The chart prepared above offers a handful of Peshat and Pesher references to demonstrate the differences between the two. However, it must be understood that there are other methods of interpretation used far more frequently by the Holy Spirit. With them he wove the New Testament together as an inspired commentary on Old Testament prophecies. Understanding what he did in this or that case is truly fascinating if for no other reason than the fact that we can't fathom why.

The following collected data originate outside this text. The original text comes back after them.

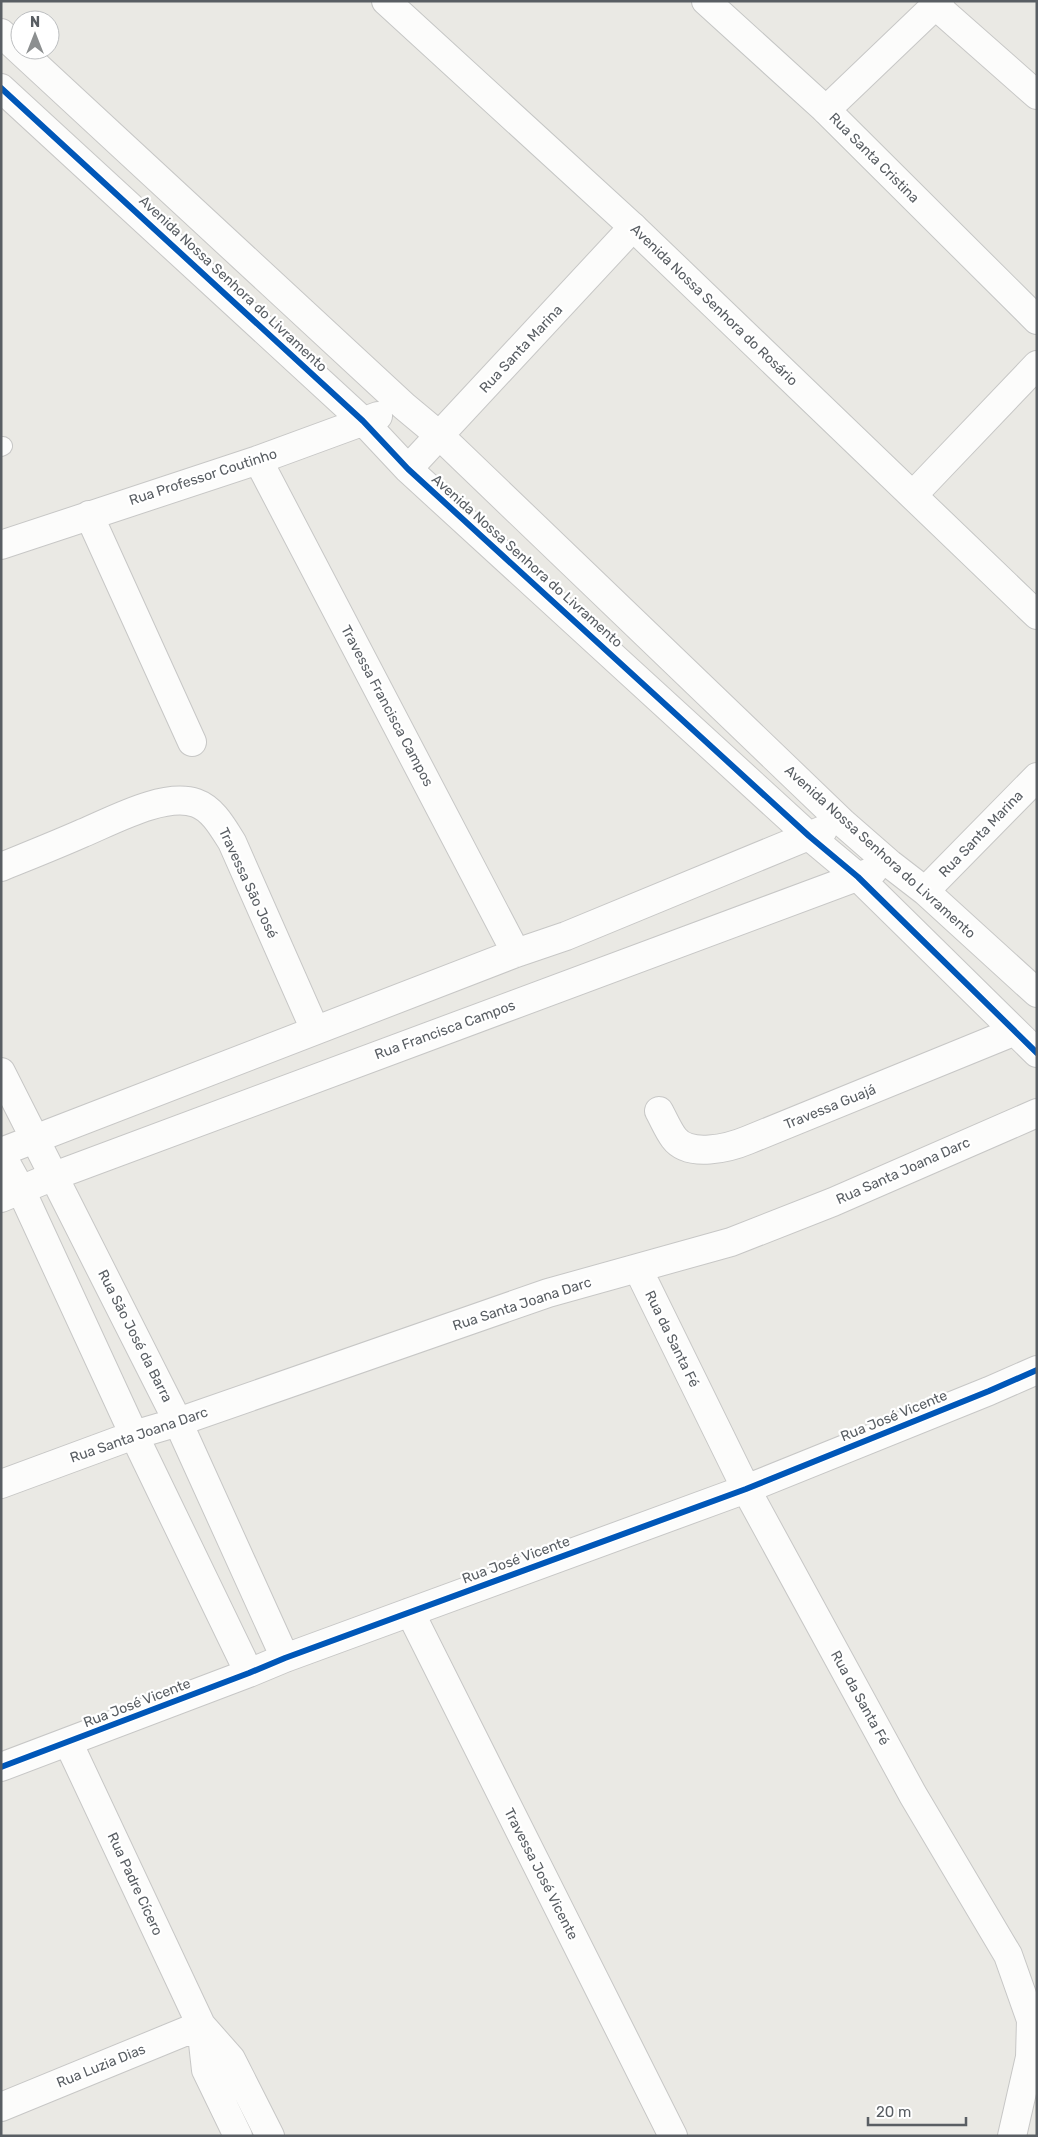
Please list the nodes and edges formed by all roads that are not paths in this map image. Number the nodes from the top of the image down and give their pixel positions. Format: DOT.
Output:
graph roads {
  1 [pos="386,1"];
  2 [pos="706,1"];
  3 [pos="938,3"];
  4 [pos="1,33"];
  5 [pos="1,88"];
  6 [pos="1037,95"];
  7 [pos="826,110"];
  8 [pos="633,227"];
  9 [pos="1037,320"];
  10 [pos="1037,364"];
  11 [pos="404,406"];
  12 [pos="363,421"];
  13 [pos="440,436"];
  14 [pos="258,460"];
  15 [pos="408,469"];
  16 [pos="914,495"];
  17 [pos="89,515"];
  18 [pos="1,545"];
  19 [pos="1037,615"];
  20 [pos="192,742"];
  21 [pos="1037,777"];
  22 [pos="843,822"];
  23 [pos="809,836"];
  24 [pos="890,864"];
  25 [pos="1,867"];
  26 [pos="858,877"];
  27 [pos="925,891"];
  28 [pos="516,953"];
  29 [pos="1037,993"];
  30 [pos="315,1030"];
  31 [pos="1013,1032"];
  32 [pos="1037,1053"];
  33 [pos="1,1072"];
  34 [pos="659,1111"];
  35 [pos="1037,1113"];
  36 [pos="35,1140"];
  37 [pos="1,1153"];
  38 [pos="54,1176"];
  39 [pos="11,1194"];
  40 [pos="638,1269"];
  41 [pos="1037,1370"];
  42 [pos="178,1422"];
  43 [pos="134,1435"];
  44 [pos="1,1484"];
  45 [pos="746,1489"];
  46 [pos="410,1612"];
  47 [pos="285,1658"];
  48 [pos="249,1674"];
  49 [pos="68,1742"];
  50 [pos="1,1767"];
  51 [pos="202,2025"];
  52 [pos="1,2107"];
  53 [pos="238,2136"];
  54 [pos="270,2136"];
  55 [pos="673,2136"];
  56 [pos="1012,2136"];
  1 -- 8 [label="street, Avenida Nossa Senhora do Rosário"];
  2 -- 7 [label="street, Rua Santa Cristina"];
  3 -- 6 [label="street"];
  3 -- 7 [label="street"];
  4 -- 11 [label="street, Avenida Nossa Senhora do Livramento"];
  5 -- 12 [label="street, Avenida Nossa Senhora do Livramento"];
  7 -- 9 [label="street, Rua Santa Cristina"];
  8 -- 13 [label="street, Rua Santa Marina"];
  8 -- 16 [label="street, Avenida Nossa Senhora do Rosário"];
  10 -- 16 [label="street"];
  11 -- 12 [label="street, Rua Professor Coutinho"];
  11 -- 13 [label="street, Avenida Nossa Senhora do Livramento"];
  12 -- 14 [label="street, Rua Professor Coutinho"];
  12 -- 15 [label="street, Avenida Nossa Senhora do Livramento"];
  13 -- 15 [label="street, Rua Santa Marina"];
  13 -- 22 [label="street, Avenida Nossa Senhora do Livramento"];
  14 -- 17 [label="street, Rua Professor Coutinho"];
  14 -- 28 [label="street, Travessa Francisca Campos"];
  15 -- 23 [label="street, Avenida Nossa Senhora do Livramento"];
  16 -- 19 [label="street, Avenida Nossa Senhora do Rosário"];
  17 -- 18 [label="street, Rua Professor Coutinho"];
  17 -- 20 [label="street"];
  21 -- 27 [label="street, Rua Santa Marina"];
  22 -- 23 [label="street"];
  22 -- 24 [label="street, Avenida Nossa Senhora do Livramento"];
  23 -- 26 [label="street, Avenida Nossa Senhora do Livramento"];
  23 -- 28 [label="street"];
  24 -- 26 [label="street, Rua Francisca Campos"];
  24 -- 27 [label="street, Avenida Nossa Senhora do Livramento"];
  25 -- 30 [label="street, Travessa São José"];
  26 -- 31 [label="street, Avenida Nossa Senhora do Livramento"];
  26 -- 38 [label="street, Rua Francisca Campos"];
  27 -- 29 [label="street, Avenida Nossa Senhora do Livramento"];
  28 -- 30 [label="street"];
  30 -- 36 [label="street"];
  31 -- 32 [label="street, Avenida Nossa Senhora do Livramento"];
  31 -- 34 [label="street, Travessa Guajá"];
  33 -- 36 [label="street, Rua São José da Barra"];
  35 -- 40 [label="street, Rua Santa Joana Darc"];
  36 -- 37 [label="street"];
  36 -- 38 [label="street, Rua São José da Barra"];
  37 -- 39 [label="street"];
  38 -- 39 [label="street, Rua Francisca Campos"];
  38 -- 42 [label="street, Rua São José da Barra"];
  39 -- 43 [label="street"];
  40 -- 42 [label="street, Rua Santa Joana Darc"];
  40 -- 45 [label="street, Rua da Santa Fé"];
  41 -- 45 [label="street, Rua José Vicente"];
  42 -- 43 [label="street, Rua Santa Joana Darc"];
  42 -- 47 [label="street, Rua São José da Barra"];
  43 -- 44 [label="street, Rua Santa Joana Darc"];
  43 -- 48 [label="street"];
  45 -- 46 [label="street, Rua José Vicente"];
  45 -- 56 [label="street, Rua da Santa Fé"];
  46 -- 47 [label="street, Rua José Vicente"];
  46 -- 55 [label="street, Travessa José Vicente"];
  47 -- 48 [label="street, Rua José Vicente"];
  48 -- 49 [label="street, Rua José Vicente"];
  49 -- 50 [label="street, Rua José Vicente"];
  49 -- 51 [label="street, Rua Padre Cícero"];
  51 -- 52 [label="street, Rua Luzia Dias"];
  51 -- 53 [label="street, Rua Padre Cícero"];
  51 -- 54 [label="street, Rua Padre Cícero"];
}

Finally, we noted that, even under the Premillennial timetable, the alleged everlasting land promise given to Abraham collapses if the prophecies of a new heaven and earth are to be understood literally. At any rate, the New Testament does not see the fate of the Jewish people as being unconditional in a good way or in a bad way. There are just too many passages and verses that come out and say that glory and honor belong to them based on choices made. On the other hand, the New Testament certainly teaches that misery, and tribulation, and destruction waited in the wings for any of Abraham's carnal seed who chose disobedience and death over truth and life--and the history related to the outcome of that period is a poignant witness that God's threats against the leaders and citizens of the Second Jewish Commonwealth proved to be both literal and true.  May God bless you and keep you, may his face shine upon you and give you peace.

Notes

1 Isaiah 7:14 LXX.
2 Zechariah 9:9
3 Zechariah 12:10
4 Daniel 9:26
5 Psalms 16:10 and 49:15
6 Some Pesher Scriptures in the New Testament include: "Out of Egypt have I called my Son" Matthew 2:14-15 which comes from Hosea 11:1; "The voice of crying in Rama" Matthew 2:17-18 which comes from Jeremiah 31:15; "After this I will return, and will build again the Tabernacle of David, which is fallen down," Acts 15:15-17 which comes from Amos 9:11. This last Pesher is a classic because the situation being addressed in Acts chapters 10 and 15 no mortar, wood, nails or hammers are involved only the conversion of Gentiles to Christ.
7 One will discover (amazingly) that Premillennialists tend to believe all prophecies should be treated under the rubric of Peshat and Amillennialists lean more towards Pesher.
8 If you want to do your own research first hand and add some very valuable books to your library, Jewish professor, Lawrence Schiffman Reclaiming the Dead Sea Scrolls (subtitled "The History of Judaism, the Background of Christianity, the Lost Library of Qumran) ISBN 0-8276-0530-7 and Roman Catholic scholar, Joseph A. Fitzmyer, S.J.'s, The Semitic Background of the New Testament ISBN 0-8028-4344-1 are two very good books I own and highly recommend.